Mi intención no es sino escribir los sucesos de aquellos tiempos y dejar los presentes para los que quisieron tomar el trabajo de escribirlos. Entonces había en aquella ciudad cerca de ochenta vecinos, todos caballeros nobles, hijosdalgo, que por vecinos (como en otras partes lo hemos dicho) se entienden los señores de vasallos que tienen repartimientos de indios. Cada uno de ellos tenía cuidado de adornar las andas que sus vasallos habían de llevar en la procesión de la fiesta. Componíanlas con seda y oro, y muchas ricas joyas, con esmeralda y otras piedras preciosas. Y dentro en las andas ponían la imagen de Nuestro Señor o de Nuestra Señora, o de otro santo o santa de la devoción del español, o de los indios sus vasallos. Semejaban las andas a las que en España llevan las cofradías en las tales fiestas.
Los caciques de todo el distrito de aquella gran ciudad venían a ella a solemnizar la fiesta, acompañados de sus parientes y de toda la gente noble de sus provincias. Traían todas las galas, ornamentos e invenciones que en tiempo de sus reyes Incas usaban en la celebración de sus mayores fiestas (de las cuales dimos cuenta en la primera parte de estos Comentarios); cada nación traía el blasón de su linaje de donde se preciaba descender.

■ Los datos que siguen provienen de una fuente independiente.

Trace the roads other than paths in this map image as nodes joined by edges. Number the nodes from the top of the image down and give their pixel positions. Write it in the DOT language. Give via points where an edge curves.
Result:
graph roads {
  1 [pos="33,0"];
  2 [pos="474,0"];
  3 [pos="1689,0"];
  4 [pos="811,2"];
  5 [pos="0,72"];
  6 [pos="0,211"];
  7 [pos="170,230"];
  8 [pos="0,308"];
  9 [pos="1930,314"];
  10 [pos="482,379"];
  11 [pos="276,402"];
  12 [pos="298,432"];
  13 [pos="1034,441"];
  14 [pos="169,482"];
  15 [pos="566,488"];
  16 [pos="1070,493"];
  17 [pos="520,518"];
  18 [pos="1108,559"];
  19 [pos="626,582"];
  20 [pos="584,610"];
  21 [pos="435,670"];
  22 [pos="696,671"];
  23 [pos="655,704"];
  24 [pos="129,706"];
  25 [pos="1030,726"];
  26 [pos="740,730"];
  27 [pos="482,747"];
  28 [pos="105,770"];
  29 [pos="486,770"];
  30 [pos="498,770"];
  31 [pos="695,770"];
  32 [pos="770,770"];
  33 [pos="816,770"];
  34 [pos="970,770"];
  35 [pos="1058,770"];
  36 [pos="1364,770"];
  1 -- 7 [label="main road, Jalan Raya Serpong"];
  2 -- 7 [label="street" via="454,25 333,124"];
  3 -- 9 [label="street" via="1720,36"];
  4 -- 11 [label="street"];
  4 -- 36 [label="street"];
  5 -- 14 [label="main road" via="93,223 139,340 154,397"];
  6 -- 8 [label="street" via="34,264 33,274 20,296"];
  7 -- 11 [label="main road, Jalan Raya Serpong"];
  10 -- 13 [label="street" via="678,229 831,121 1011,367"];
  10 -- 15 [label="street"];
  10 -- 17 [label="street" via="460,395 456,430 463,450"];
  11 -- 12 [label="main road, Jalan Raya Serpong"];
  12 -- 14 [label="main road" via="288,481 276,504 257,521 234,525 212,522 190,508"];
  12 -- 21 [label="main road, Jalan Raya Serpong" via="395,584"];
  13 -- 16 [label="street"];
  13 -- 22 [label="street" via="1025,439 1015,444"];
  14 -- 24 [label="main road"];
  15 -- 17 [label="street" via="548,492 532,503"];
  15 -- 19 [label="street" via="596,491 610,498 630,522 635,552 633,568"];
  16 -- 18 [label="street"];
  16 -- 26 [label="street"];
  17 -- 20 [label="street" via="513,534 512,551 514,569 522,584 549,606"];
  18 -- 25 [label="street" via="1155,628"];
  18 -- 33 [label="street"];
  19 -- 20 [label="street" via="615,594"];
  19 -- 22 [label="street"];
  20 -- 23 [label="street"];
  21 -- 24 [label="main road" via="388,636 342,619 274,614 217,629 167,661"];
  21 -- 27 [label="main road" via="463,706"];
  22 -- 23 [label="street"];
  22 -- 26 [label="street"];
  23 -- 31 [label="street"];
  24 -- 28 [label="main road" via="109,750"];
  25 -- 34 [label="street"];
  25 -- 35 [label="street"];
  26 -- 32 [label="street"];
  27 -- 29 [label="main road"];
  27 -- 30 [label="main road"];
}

Unos venían (como pintan a Hércules) vestidos con la piel de león, y sus cabezas encajadas en las del animal, porque se preciaban descender de un león. Otros traían las alas de un ave muy grande que llaman cuntur, puestas a la espaldas, como las que pintan a los ángeles, porque se precian descender de aquella ave. Y así venían otros con otras divisas pintadas, como fuentes, ríos, lagos, sierras, montes, cuevas, porque decían que sus primeros padres salieron de aquellas cosas. Traían otras divisas extrañas con los vestidos chapados de oro y plata. Otros con guirnaldas de oro y plata; otros venían hechos monstruos, con máscaras feísimas, y en las manos pellejinas de diversos animales, como que los hubiesen cazado, haciendo grandes ademanes, fingiéndose locos y tontos, para agradar a sus reyes de todas maneras. Unos con grandezas y riquezas, y otros con locuras y miserias; y cada provincia con lo que le parecía que era mejor invención, de más solemnidad, de más fausto, de más gusto, de mayor disparate y locura; que bien entendían que la variedad de las cosas deleitaba la vista, y añadía gusto y contento a los ánimos. Con las cosas dichas, y otras muchas que se pueden imaginar, que yo no acierto a escribirlas, solemnizaban aquellos indios las fiestas de sus reyes. Con las mismas (aumentándolas todo lo más que podían) celebraban en mis tiempos la fiesta del Santísimo Sacramento, Dios verdadero, redentor y Señor nuestro. Y hacíanlo con grandísimo contento, como gente ya desengañada de las vanidades de su gentilidad pasada.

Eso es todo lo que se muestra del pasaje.